[What this task involves]
What lines in the material hold the string "XXIII"? Copy out each of them.

[Data to examine]
>>>>>
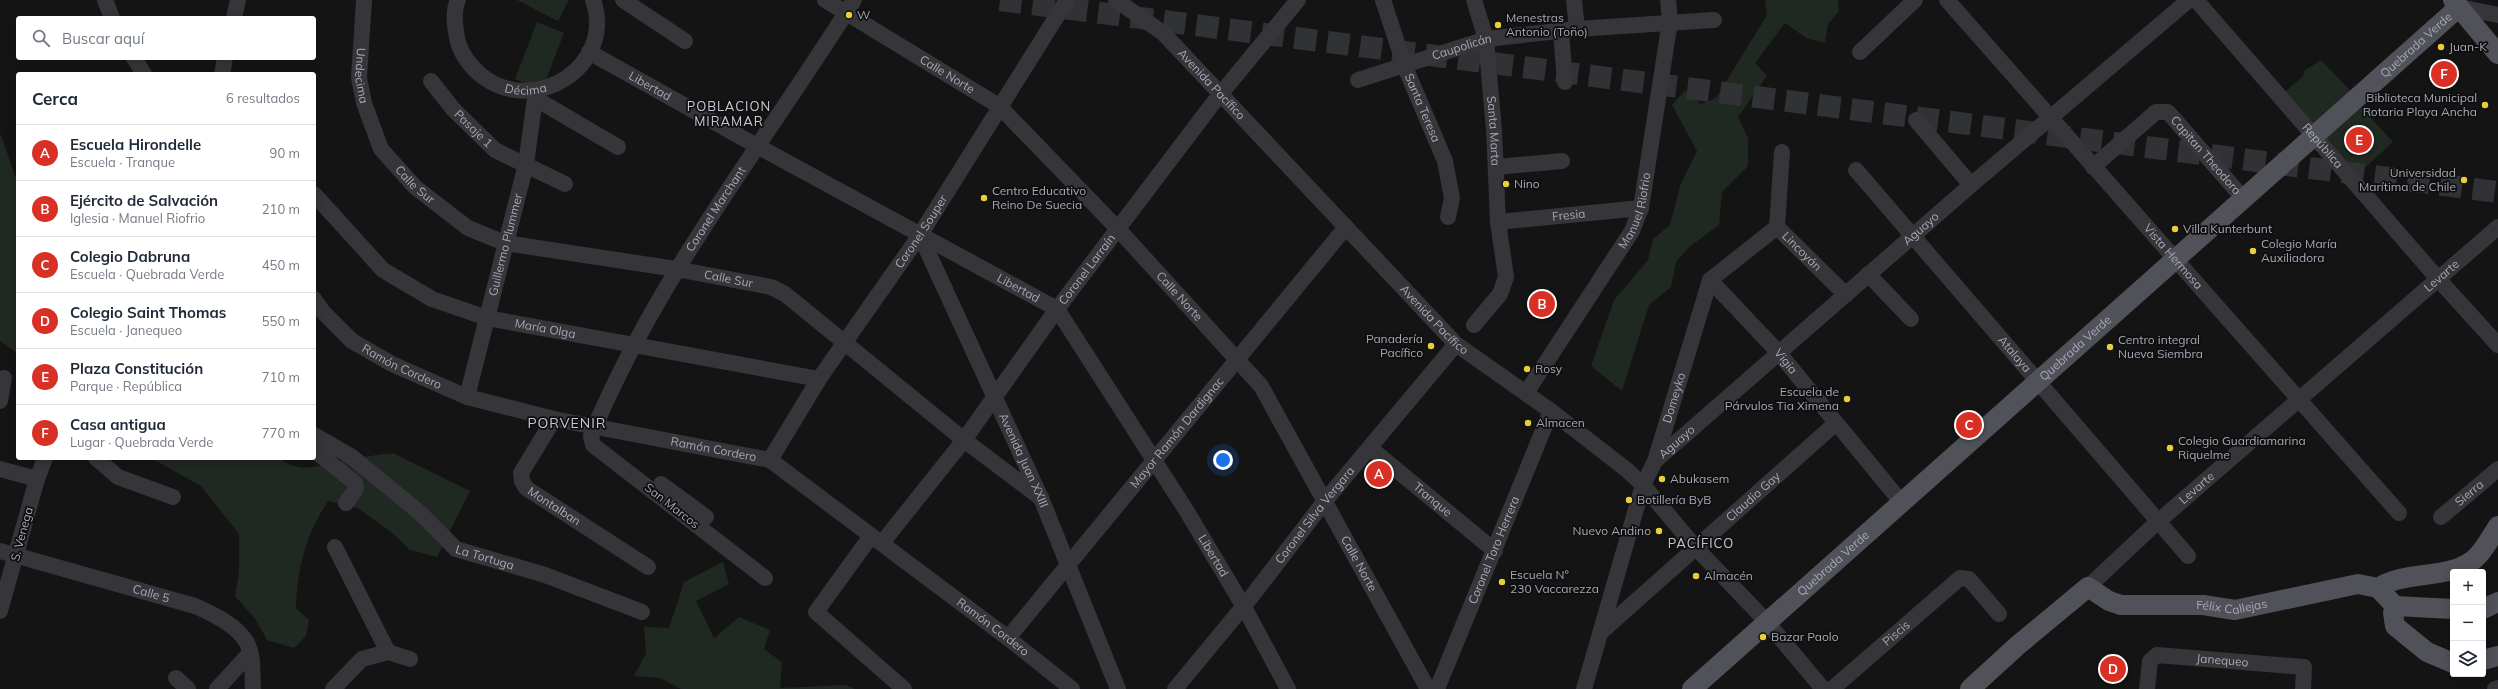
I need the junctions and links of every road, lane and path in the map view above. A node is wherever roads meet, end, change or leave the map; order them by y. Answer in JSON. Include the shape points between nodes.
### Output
{"nodes":[{"id":1,"x":105,"y":0,"type":"edge"},
{"id":2,"x":238,"y":0,"type":"edge"},
{"id":3,"x":364,"y":0,"type":"edge"},
{"id":4,"x":458,"y":0,"type":"edge"},
{"id":5,"x":593,"y":0,"type":"edge"},
{"id":6,"x":623,"y":0,"type":"edge"},
{"id":7,"x":825,"y":0,"type":"edge"},
{"id":8,"x":1067,"y":0,"type":"edge"},
{"id":9,"x":1116,"y":0,"type":"edge"},
{"id":10,"x":1298,"y":0,"type":"edge"},
{"id":11,"x":1384,"y":0,"type":"edge"},
{"id":12,"x":1474,"y":0,"type":"edge"},
{"id":13,"x":1574,"y":0,"type":"edge"},
{"id":14,"x":1668,"y":0,"type":"edge"},
{"id":15,"x":1915,"y":0,"type":"edge"},
{"id":16,"x":1947,"y":0,"type":"edge"},
{"id":17,"x":2190,"y":0,"type":"edge"},
{"id":18,"x":2196,"y":0,"type":"edge"},
{"id":19,"x":2456,"y":4,"type":"edge"},
{"id":20,"x":850,"y":6,"type":"edge"},
{"id":21,"x":2498,"y":15,"type":"edge"},
{"id":22,"x":111,"y":16,"type":"edge"},
{"id":23,"x":234,"y":16,"type":"edge"},
{"id":24,"x":1714,"y":20,"type":"dead end"},
{"id":25,"x":1670,"y":21,"type":"junction"},
{"id":26,"x":1577,"y":29,"type":"junction"},
{"id":27,"x":1561,"y":31,"type":"junction"},
{"id":28,"x":1486,"y":39,"type":"junction"},
{"id":29,"x":685,"y":41,"type":"dead end"},
{"id":30,"x":589,"y":52,"type":"junction"},
{"id":31,"x":1860,"y":52,"type":"dead end"},
{"id":32,"x":2498,"y":54,"type":"edge"},
{"id":33,"x":135,"y":60,"type":"edge"},
{"id":34,"x":225,"y":60,"type":"edge"},
{"id":35,"x":1405,"y":67,"type":"junction"},
{"id":36,"x":143,"y":72,"type":"edge"},
{"id":37,"x":222,"y":72,"type":"edge"},
{"id":38,"x":1358,"y":80,"type":"dead end"},
{"id":39,"x":431,"y":81,"type":"dead end"},
{"id":40,"x":1565,"y":82,"type":"dead end"},
{"id":41,"x":536,"y":95,"type":"junction"},
{"id":42,"x":1222,"y":95,"type":"junction"},
{"id":43,"x":999,"y":106,"type":"junction"},
{"id":44,"x":2050,"y":119,"type":"junction"},
{"id":45,"x":1916,"y":120,"type":"dead end"},
{"id":46,"x":2315,"y":136,"type":"junction"},
{"id":47,"x":756,"y":146,"type":"junction"},
{"id":48,"x":618,"y":147,"type":"dead end"},
{"id":49,"x":380,"y":149,"type":"joint"},
{"id":50,"x":1782,"y":152,"type":"dead end"},
{"id":51,"x":1562,"y":161,"type":"dead end"},
{"id":52,"x":526,"y":164,"type":"junction"},
{"id":53,"x":2093,"y":166,"type":"junction"},
{"id":54,"x":1496,"y":167,"type":"junction"},
{"id":55,"x":1856,"y":170,"type":"dead end"},
{"id":56,"x":565,"y":184,"type":"dead end"},
{"id":57,"x":1971,"y":185,"type":"junction"},
{"id":58,"x":316,"y":196,"type":"edge"},
{"id":59,"x":2243,"y":198,"type":"junction"},
{"id":60,"x":1640,"y":208,"type":"junction"},
{"id":61,"x":1448,"y":217,"type":"dead end"},
{"id":62,"x":1498,"y":222,"type":"junction"},
{"id":63,"x":1346,"y":227,"type":"junction"},
{"id":64,"x":1777,"y":227,"type":"junction"},
{"id":65,"x":2498,"y":227,"type":"edge"},
{"id":66,"x":1118,"y":229,"type":"junction"},
{"id":67,"x":920,"y":235,"type":"junction"},
{"id":68,"x":1913,"y":236,"type":"junction"},
{"id":69,"x":505,"y":243,"type":"junction"},
{"id":70,"x":2174,"y":259,"type":"junction"},
{"id":71,"x":676,"y":270,"type":"junction"},
{"id":72,"x":1868,"y":274,"type":"junction"},
{"id":73,"x":1710,"y":280,"type":"junction"},
{"id":74,"x":2438,"y":280,"type":"junction"},
{"id":75,"x":1846,"y":295,"type":"junction"},
{"id":76,"x":316,"y":302,"type":"edge"},
{"id":77,"x":1058,"y":309,"type":"junction"},
{"id":78,"x":486,"y":318,"type":"junction"},
{"id":79,"x":1911,"y":319,"type":"dead end"},
{"id":80,"x":1474,"y":325,"type":"dead end"},
{"id":81,"x":845,"y":343,"type":"junction"},
{"id":82,"x":1456,"y":344,"type":"junction"},
{"id":83,"x":633,"y":345,"type":"junction"},
{"id":84,"x":2498,"y":345,"type":"edge"},
{"id":85,"x":1779,"y":353,"type":"junction"},
{"id":86,"x":1238,"y":359,"type":"junction"},
{"id":87,"x":4,"y":378,"type":"dead end"},
{"id":88,"x":819,"y":379,"type":"junction"},
{"id":89,"x":2040,"y":381,"type":"junction"},
{"id":90,"x":1526,"y":393,"type":"junction"},
{"id":91,"x":467,"y":397,"type":"junction"},
{"id":92,"x":2299,"y":398,"type":"junction"},
{"id":93,"x":994,"y":399,"type":"junction"},
{"id":94,"x":0,"y":401,"type":"edge"},
{"id":95,"x":1551,"y":411,"type":"junction"},
{"id":96,"x":554,"y":419,"type":"junction"},
{"id":97,"x":1836,"y":423,"type":"junction"},
{"id":98,"x":592,"y":432,"type":"junction"},
{"id":99,"x":316,"y":436,"type":"edge"},
{"id":100,"x":964,"y":440,"type":"junction"},
{"id":101,"x":1370,"y":448,"type":"junction"},
{"id":102,"x":316,"y":452,"type":"edge"},
{"id":103,"x":1155,"y":458,"type":"junction"},
{"id":104,"x":44,"y":460,"type":"edge"},
{"id":105,"x":98,"y":460,"type":"edge"},
{"id":106,"x":770,"y":460,"type":"junction"},
{"id":107,"x":1655,"y":461,"type":"junction"},
{"id":108,"x":0,"y":469,"type":"edge"},
{"id":109,"x":2498,"y":469,"type":"edge"},
{"id":110,"x":37,"y":481,"type":"junction"},
{"id":111,"x":1643,"y":485,"type":"junction"},
{"id":112,"x":173,"y":497,"type":"dead end"},
{"id":113,"x":1041,"y":498,"type":"junction"},
{"id":114,"x":1324,"y":502,"type":"junction"},
{"id":115,"x":1902,"y":503,"type":"junction"},
{"id":116,"x":346,"y":504,"type":"dead end"},
{"id":117,"x":2399,"y":513,"type":"dead end"},
{"id":118,"x":706,"y":517,"type":"dead end"},
{"id":119,"x":2441,"y":518,"type":"dead end"},
{"id":120,"x":2158,"y":522,"type":"junction"},
{"id":121,"x":2498,"y":526,"type":"edge"},
{"id":122,"x":876,"y":539,"type":"junction"},
{"id":123,"x":336,"y":547,"type":"dead end"},
{"id":124,"x":1696,"y":548,"type":"junction"},
{"id":125,"x":0,"y":551,"type":"edge"},
{"id":126,"x":1495,"y":551,"type":"junction"},
{"id":127,"x":17,"y":554,"type":"junction"},
{"id":128,"x":2188,"y":556,"type":"dead end"},
{"id":129,"x":1068,"y":564,"type":"junction"},
{"id":130,"x":648,"y":568,"type":"dead end"},
{"id":131,"x":765,"y":578,"type":"dead end"},
{"id":132,"x":2088,"y":587,"type":"junction"},
{"id":133,"x":2378,"y":588,"type":"junction"},
{"id":134,"x":2498,"y":602,"type":"edge"},
{"id":135,"x":2395,"y":606,"type":"junction"},
{"id":136,"x":1244,"y":607,"type":"junction"},
{"id":137,"x":2486,"y":608,"type":"edge"},
{"id":138,"x":2450,"y":609,"type":"edge"},
{"id":139,"x":0,"y":611,"type":"edge"},
{"id":140,"x":642,"y":612,"type":"dead end"},
{"id":141,"x":1999,"y":614,"type":"dead end"},
{"id":142,"x":1767,"y":622,"type":"junction"},
{"id":143,"x":1599,"y":634,"type":"junction"},
{"id":144,"x":1008,"y":638,"type":"junction"},
{"id":145,"x":388,"y":652,"type":"junction"},
{"id":146,"x":250,"y":653,"type":"junction"},
{"id":147,"x":2498,"y":656,"type":"edge"},
{"id":148,"x":410,"y":659,"type":"dead end"},
{"id":149,"x":2486,"y":659,"type":"edge"},
{"id":150,"x":2450,"y":662,"type":"edge"},
{"id":151,"x":176,"y":678,"type":"dead end"},
{"id":152,"x":2498,"y":688,"type":"edge"},
{"id":153,"x":188,"y":689,"type":"edge"},
{"id":154,"x":217,"y":689,"type":"edge"},
{"id":155,"x":253,"y":689,"type":"edge"},
{"id":156,"x":333,"y":689,"type":"edge"},
{"id":157,"x":904,"y":689,"type":"edge"},
{"id":158,"x":1072,"y":689,"type":"edge"},
{"id":159,"x":1118,"y":689,"type":"edge"},
{"id":160,"x":1175,"y":689,"type":"edge"},
{"id":161,"x":1288,"y":689,"type":"edge"},
{"id":162,"x":1428,"y":689,"type":"edge"},
{"id":163,"x":1437,"y":689,"type":"edge"},
{"id":164,"x":1584,"y":689,"type":"edge"},
{"id":165,"x":1692,"y":689,"type":"edge"},
{"id":166,"x":1823,"y":689,"type":"edge"},
{"id":167,"x":1832,"y":689,"type":"edge"},
{"id":168,"x":1970,"y":689,"type":"edge"},
{"id":169,"x":2148,"y":689,"type":"edge"},
{"id":170,"x":2303,"y":689,"type":"edge"},
{"id":171,"x":2495,"y":689,"type":"edge"}],
"edges":[{"from":1,"to":22,"type":"street"},
{"from":2,"to":23,"type":"street"},
{"from":3,"to":49,"type":"street","name":"Undecima","via":[[359,78],[364,103]]},
{"from":4,"to":41,"type":"street","name":"Décima","via":[[454,27],[460,49],[473,69],[491,83],[513,91]]},
{"from":5,"to":30,"type":"street","name":"Décima","via":[[597,20],[595,37]]},
{"from":6,"to":29,"type":"street"},
{"from":7,"to":20,"type":"street","name":"Calle Norte"},
{"from":8,"to":43,"type":"street","name":"Coronel Souper"},
{"from":9,"to":42,"type":"street","name":"Avenida Pacífico","via":[[1163,34]]},
{"from":10,"to":42,"type":"street","name":"Coronel Larraín"},
{"from":11,"to":35,"type":"street","name":"Santa Teresa"},
{"from":12,"to":28,"type":"street","name":"Santa Marta"},
{"from":13,"to":26,"type":"street"},
{"from":14,"to":25,"type":"street","name":"Manuel Riofrio"},
{"from":15,"to":31,"type":"street"},
{"from":16,"to":44,"type":"street","name":"Vista Hermosa"},
{"from":17,"to":44,"type":"street","name":"Aguayo"},
{"from":18,"to":46,"type":"street","name":"República"},
{"from":19,"to":21,"type":"street"},
{"from":19,"to":32,"type":"main road"},
{"from":19,"to":46,"type":"main road","name":"Quebrada Verde"},
{"from":20,"to":43,"type":"street","name":"Calle Norte"},
{"from":20,"to":47,"type":"street","name":"Coronel Marchant"},
{"from":24,"to":25,"type":"street","name":"Caupolicán"},
{"from":25,"to":26,"type":"street","name":"Caupolicán"},
{"from":25,"to":60,"type":"street","name":"Manuel Riofrio"},
{"from":26,"to":27,"type":"street","name":"Caupolicán"},
{"from":27,"to":28,"type":"street","name":"Caupolicán"},
{"from":27,"to":40,"type":"street"},
{"from":28,"to":35,"type":"street","name":"Caupolicán"},
{"from":28,"to":54,"type":"street","name":"Santa Marta"},
{"from":30,"to":41,"type":"street","name":"Décima","via":[[568,78]]},
{"from":30,"to":47,"type":"street","name":"Libertad"},
{"from":33,"to":36,"type":"street"},
{"from":34,"to":37,"type":"street"},
{"from":35,"to":38,"type":"street","name":"Caupolicán"},
{"from":35,"to":61,"type":"street","name":"Santa Teresa","via":[[1445,161],[1452,198]]},
{"from":39,"to":52,"type":"street","name":"Pasaje 1","via":[[453,109],[483,140],[495,150]]},
{"from":41,"to":48,"type":"street","name":"Décima"},
{"from":41,"to":52,"type":"street","name":"Guillermo Plummer"},
{"from":42,"to":63,"type":"street","name":"Avenida Pacífico"},
{"from":42,"to":66,"type":"street","name":"Coronel Larraín","via":[[1214,102]]},
{"from":43,"to":66,"type":"street","name":"Calle Norte"},
{"from":43,"to":67,"type":"street","name":"Coronel Souper"},
{"from":44,"to":53,"type":"street","name":"Vista Hermosa"},
{"from":44,"to":57,"type":"street","name":"Aguayo"},
{"from":45,"to":57,"type":"street"},
{"from":46,"to":59,"type":"main road","name":"Quebrada Verde"},
{"from":46,"to":74,"type":"street","name":"República"},
{"from":47,"to":67,"type":"street","name":"Libertad"},
{"from":47,"to":71,"type":"street","name":"Coronel Marchant"},
{"from":49,"to":69,"type":"street","name":"Calle Sur","via":[[415,187],[468,228]]},
{"from":50,"to":64,"type":"street","name":"Lincoyán"},
{"from":51,"to":54,"type":"street"},
{"from":52,"to":56,"type":"street","name":"Pasaje 1"},
{"from":52,"to":69,"type":"street","name":"Guillermo Plummer"},
{"from":53,"to":59,"type":"street","name":"Capitan Theodoro","via":[[2156,112],[2168,112]]},
{"from":53,"to":70,"type":"street","name":"Vista Hermosa"},
{"from":54,"to":62,"type":"street","name":"Santa Marta"},
{"from":55,"to":68,"type":"street","name":"Atalaya"},
{"from":57,"to":68,"type":"street","name":"Aguayo"},
{"from":58,"to":78,"type":"street","name":"María Olga","via":[[383,270],[432,299]]},
{"from":59,"to":70,"type":"main road","name":"Quebrada Verde"},
{"from":60,"to":62,"type":"street","name":"Fresia"},
{"from":60,"to":90,"type":"street","name":"Manuel Riofrio","via":[[1632,231]]},
{"from":62,"to":80,"type":"street","name":"Santa Marta","via":[[1505,286]]},
{"from":63,"to":82,"type":"street","name":"Avenida Pacífico"},
{"from":63,"to":86,"type":"street","name":"Mayor Ramón Dardignac"},
{"from":64,"to":73,"type":"street"},
{"from":64,"to":75,"type":"street","name":"Lincoyán"},
{"from":65,"to":74,"type":"street","name":"Levarte"},
{"from":66,"to":77,"type":"street","name":"Coronel Larraín"},
{"from":66,"to":86,"type":"street","name":"Calle Norte"},
{"from":67,"to":77,"type":"street","name":"Libertad"},
{"from":67,"to":81,"type":"street","name":"Coronel Souper"},
{"from":67,"to":93,"type":"street","name":"Avenida Juan XXIII"},
{"from":68,"to":72,"type":"street","name":"Aguayo"},
{"from":68,"to":89,"type":"street","name":"Atalaya"},
{"from":69,"to":71,"type":"street","name":"Calle Sur"},
{"from":69,"to":78,"type":"street","name":"Guillermo Plummer"},
{"from":70,"to":89,"type":"main road","name":"Quebrada Verde"},
{"from":70,"to":92,"type":"street","name":"Vista Hermosa"},
{"from":71,"to":81,"type":"street","name":"Calle Sur","via":[[771,287],[785,294]]},
{"from":71,"to":83,"type":"street","name":"Coronel Marchant"},
{"from":72,"to":75,"type":"street","name":"Aguayo"},
{"from":72,"to":79,"type":"street"},
{"from":73,"to":85,"type":"street","name":"Vigia"},
{"from":73,"to":107,"type":"street","name":"Domeyko"},
{"from":74,"to":84,"type":"street","name":"República"},
{"from":74,"to":92,"type":"street","name":"Levarte"},
{"from":75,"to":85,"type":"street","name":"Aguayo"},
{"from":76,"to":91,"type":"street","name":"Ramón Cordero","via":[[352,341],[392,364]]},
{"from":77,"to":93,"type":"street","name":"Coronel Larraín"},
{"from":77,"to":103,"type":"street","name":"Libertad"},
{"from":78,"to":83,"type":"street","name":"María Olga"},
{"from":78,"to":91,"type":"street","name":"Guillermo Plummer"},
{"from":81,"to":88,"type":"street","name":"Coronel Souper"},
{"from":81,"to":100,"type":"street","name":"Calle Sur"},
{"from":82,"to":90,"type":"street","name":"Avenida Pacífico"},
{"from":82,"to":101,"type":"street","name":"Coronel Silva Vergara"},
{"from":83,"to":88,"type":"street","name":"María Olga"},
{"from":83,"to":98,"type":"street","name":"Coronel Marchant"},
{"from":85,"to":97,"type":"street","name":"Vigia"},
{"from":85,"to":107,"type":"street","name":"Aguayo"},
{"from":86,"to":103,"type":"street","name":"Mayor Ramón Dardignac"},
{"from":86,"to":114,"type":"street","name":"Calle Norte","via":[[1261,386]]},
{"from":87,"to":94,"type":"street"},
{"from":88,"to":106,"type":"street","name":"Coronel Souper"},
{"from":89,"to":115,"type":"main road","name":"Quebrada Verde"},
{"from":89,"to":120,"type":"street","name":"Atalaya"},
{"from":90,"to":95,"type":"street","name":"Avenida Pacífico"},
{"from":91,"to":96,"type":"street","name":"Ramón Cordero"},
{"from":92,"to":117,"type":"street","name":"Vista Hermosa"},
{"from":92,"to":120,"type":"street","name":"Levarte"},
{"from":93,"to":100,"type":"street","name":"Coronel Larraín"},
{"from":93,"to":113,"type":"street","name":"Avenida Juan XXIII"},
{"from":95,"to":111,"type":"street","name":"Avenida Pacífico"},
{"from":95,"to":126,"type":"street","name":"Coronel Toro Herrera"},
{"from":96,"to":98,"type":"street","name":"Ramón Cordero"},
{"from":96,"to":130,"type":"street","name":"Montalban","via":[[521,473],[526,488]]},
{"from":97,"to":115,"type":"street","name":"Vigia"},
{"from":97,"to":124,"type":"street","name":"Claudio Gay"},
{"from":98,"to":106,"type":"street","name":"Ramón Cordero"},
{"from":98,"to":118,"type":"street"},
{"from":98,"to":131,"type":"street","name":"San Marcos","via":[[593,445]]},
{"from":99,"to":140,"type":"street","name":"La Tortuga","via":[[352,457],[420,513],[456,549],[545,575]]},
{"from":100,"to":113,"type":"street","name":"Calle Sur"},
{"from":100,"to":122,"type":"street","name":"Coronel Larraín"},
{"from":101,"to":114,"type":"street","name":"Coronel Silva Vergara"},
{"from":101,"to":126,"type":"street","name":"Tranque"},
{"from":102,"to":116,"type":"street","via":[[355,483],[356,489]]},
{"from":103,"to":129,"type":"street","name":"Mayor Ramón Dardignac"},
{"from":103,"to":136,"type":"street","name":"Libertad"},
{"from":104,"to":110,"type":"street","name":"S. Venega"},
{"from":105,"to":112,"type":"street","via":[[118,477]]},
{"from":106,"to":122,"type":"street","name":"Ramón Cordero"},
{"from":107,"to":111,"type":"street","name":"Domeyko"},
{"from":108,"to":110,"type":"street"},
{"from":109,"to":119,"type":"street","name":"Sierra"},
{"from":110,"to":127,"type":"street","name":"S. Venega"},
{"from":111,"to":124,"type":"street","name":"Avenida Pacífico"},
{"from":111,"to":143,"type":"street","name":"Domeyko"},
{"from":113,"to":129,"type":"street","name":"Avenida Juan XXIII"},
{"from":114,"to":136,"type":"street","name":"Coronel Silva Vergara"},
{"from":114,"to":162,"type":"street","name":"Calle Norte"},
{"from":115,"to":142,"type":"main road","name":"Quebrada Verde"},
{"from":120,"to":128,"type":"street","name":"Atalaya"},
{"from":120,"to":132,"type":"street","name":"Levarte"},
{"from":121,"to":133,"type":"main road","via":[[2473,561],[2430,575],[2386,583]]},
{"from":122,"to":144,"type":"street","name":"Ramón Cordero"},
{"from":122,"to":157,"type":"street","name":"Coronel Larraín","via":[[816,612]]},
{"from":123,"to":145,"type":"street"},
{"from":124,"to":142,"type":"street","name":"Avenida Pacífico"},
{"from":124,"to":143,"type":"street","name":"Claudio Gay"},
{"from":125,"to":127,"type":"street","name":"Calle 5"},
{"from":126,"to":163,"type":"street","name":"Coronel Toro Herrera"},
{"from":127,"to":139,"type":"street","name":"S. Venega"},
{"from":127,"to":146,"type":"street","name":"Calle 5","via":[[195,606],[214,614],[240,634]]},
{"from":129,"to":144,"type":"street","name":"Mayor Ramón Dardignac"},
{"from":129,"to":159,"type":"street","name":"Avenida Juan XXIII"},
{"from":132,"to":133,"type":"main road","name":"Félix Callejas","via":[[2109,601],[2121,605],[2203,605],[2226,610],[2358,584]]},
{"from":132,"to":168,"type":"main road","name":"Levarte"},
{"from":133,"to":135,"type":"main road"},
{"from":134,"to":137,"type":"main road"},
{"from":135,"to":138,"type":"main road"},
{"from":135,"to":150,"type":"main road","via":[[2392,613],[2395,626],[2427,652]]},
{"from":136,"to":160,"type":"street","name":"Coronel Silva Vergara"},
{"from":136,"to":161,"type":"street","name":"Libertad"},
{"from":141,"to":167,"type":"street","name":"Piscis","via":[[1969,579],[1960,578]]},
{"from":142,"to":165,"type":"main road","name":"Quebrada Verde"},
{"from":142,"to":166,"type":"street","name":"Avenida Pacífico"},
{"from":143,"to":164,"type":"street","name":"Domeyko"},
{"from":144,"to":158,"type":"street","name":"Ramón Cordero"},
{"from":145,"to":148,"type":"street"},
{"from":145,"to":156,"type":"street","via":[[362,659]]},
{"from":146,"to":154,"type":"street"},
{"from":146,"to":155,"type":"street","name":"Calle 5"},
{"from":147,"to":149,"type":"main road"},
{"from":151,"to":153,"type":"street"},
{"from":152,"to":171,"type":"street"},
{"from":169,"to":170,"type":"street","name":"Janequeo","via":[[2150,661],[2157,655],[2304,667]]}]}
<<<<<
[Task answer]
{"from":67,"to":93,"type":"street","name":"Avenida Juan XXIII"},
{"from":93,"to":113,"type":"street","name":"Avenida Juan XXIII"},
{"from":113,"to":129,"type":"street","name":"Avenida Juan XXIII"},
{"from":129,"to":159,"type":"street","name":"Avenida Juan XXIII"},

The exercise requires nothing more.